Bear’s den was a house built by the Washingtonians a long time ago and it has been converted into a B&B and hostel for hikers and visitors. Many tourist dotted the area and some were interested in hearing that we were on the trail. We decided to have lunch here and we ate outside. Hazard soon found a computer and the phone. Someone reminded us about going into DC for the 4th and we took the opportunity to call and make reservations. It was a struggle, but eventually we had our itinerary paid for and planned. We left late and we still had about 20 miles to go and 3 more peaks on the roller coaster. They weren’t all that terrible but the trail was long. Gradually we made our way to the Blackburn Trail Center cut off trail. This intersection marked our 1001 mile mark and on the ground was “1000 MI heck yeah!” written in pebbles. Three section SOBOs came up from the center and sat down complaining about the climb. They were friendly and lit up a bowl. I declined when they offered as I don’t smoke. Hazard came through the woods and we took pictures and ate victory Snickers.
On the way into Harper’s Ferry, Hazard and I told each other thanks for this milestone and said we couldn’t have done it without each other. The trail got rocky and we were anxious to get into town. At a road crossing which was on the WV/VA border, wild cherries and raspberries grew near a house. We gobbled them up and spoke with a volunteer who was maintaining the trail via weed whacking. Onward down we kept hearing the road and the Shenandoah River below. Eventually we made it to the bridge and up a flight of stairs. Across the bridge, the sun was setting on the river crossing. The scenery was gorgeous as it framed the town. At the end of the bridge, we called the hostel we booked back at Bear’s Den. Lucky for us, they had a man who was willing to pick us up.

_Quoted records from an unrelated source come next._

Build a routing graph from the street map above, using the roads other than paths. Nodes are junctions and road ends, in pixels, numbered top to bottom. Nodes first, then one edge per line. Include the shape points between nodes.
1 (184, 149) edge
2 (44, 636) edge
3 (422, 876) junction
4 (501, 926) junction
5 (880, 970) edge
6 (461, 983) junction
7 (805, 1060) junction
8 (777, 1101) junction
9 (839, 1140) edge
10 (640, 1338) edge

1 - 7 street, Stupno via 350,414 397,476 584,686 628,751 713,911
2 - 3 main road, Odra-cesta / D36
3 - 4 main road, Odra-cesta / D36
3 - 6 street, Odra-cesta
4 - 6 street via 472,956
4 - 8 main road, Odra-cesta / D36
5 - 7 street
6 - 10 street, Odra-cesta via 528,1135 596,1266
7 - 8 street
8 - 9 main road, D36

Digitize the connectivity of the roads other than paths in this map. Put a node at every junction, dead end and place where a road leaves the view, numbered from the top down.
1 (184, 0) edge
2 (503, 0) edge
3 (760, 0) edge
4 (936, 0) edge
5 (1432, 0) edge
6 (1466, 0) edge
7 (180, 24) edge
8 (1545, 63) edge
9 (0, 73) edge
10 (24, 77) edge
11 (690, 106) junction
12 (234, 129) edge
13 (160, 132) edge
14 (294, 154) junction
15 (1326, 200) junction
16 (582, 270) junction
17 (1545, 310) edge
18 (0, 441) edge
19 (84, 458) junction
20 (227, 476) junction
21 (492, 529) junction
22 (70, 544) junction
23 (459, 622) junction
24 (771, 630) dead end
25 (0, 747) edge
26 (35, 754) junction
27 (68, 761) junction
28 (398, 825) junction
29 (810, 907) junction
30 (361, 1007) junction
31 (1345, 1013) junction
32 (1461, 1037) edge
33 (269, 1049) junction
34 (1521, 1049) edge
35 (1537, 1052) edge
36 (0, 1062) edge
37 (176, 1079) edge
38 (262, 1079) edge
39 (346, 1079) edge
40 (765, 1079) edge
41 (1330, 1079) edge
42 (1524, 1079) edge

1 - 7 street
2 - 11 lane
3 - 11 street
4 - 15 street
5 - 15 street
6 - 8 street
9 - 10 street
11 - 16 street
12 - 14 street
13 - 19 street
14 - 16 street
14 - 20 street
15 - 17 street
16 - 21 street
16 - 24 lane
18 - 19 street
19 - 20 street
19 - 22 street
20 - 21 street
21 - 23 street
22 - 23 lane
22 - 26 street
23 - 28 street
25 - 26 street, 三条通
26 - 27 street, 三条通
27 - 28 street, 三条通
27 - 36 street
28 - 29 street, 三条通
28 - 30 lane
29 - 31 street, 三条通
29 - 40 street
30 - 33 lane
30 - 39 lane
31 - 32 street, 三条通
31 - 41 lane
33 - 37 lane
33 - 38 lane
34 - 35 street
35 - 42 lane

At first, they wanted us to hike more of the trail but it was pitch black and we convinced them to pick us up from where we were.
Leonard picked us up and brought us up the road. Oddly enough the Harper’s Ferry Hostel is in Maryland and a different city. We stopped outside the hostel at Cindy Dee’s restaurant to grab some food just before they closed. I also drank a milkshake and ate some red velvet cake. They shut the lights off as we left and we walked the short distance up the road to the hostel. Inside we were greeted at the desk. We could hear voices from the common room. We went in and were surprised to see that many of those people staying were not hiking the AT. Many were biking or visiting the area. Hazard took a shower and I had some small conversation before bed. I took a shower after him and found a small bottle of shampoo. It felt great to be clean and off our feet. I crawled into the bed that night warm and cozy. I was ready for our long break.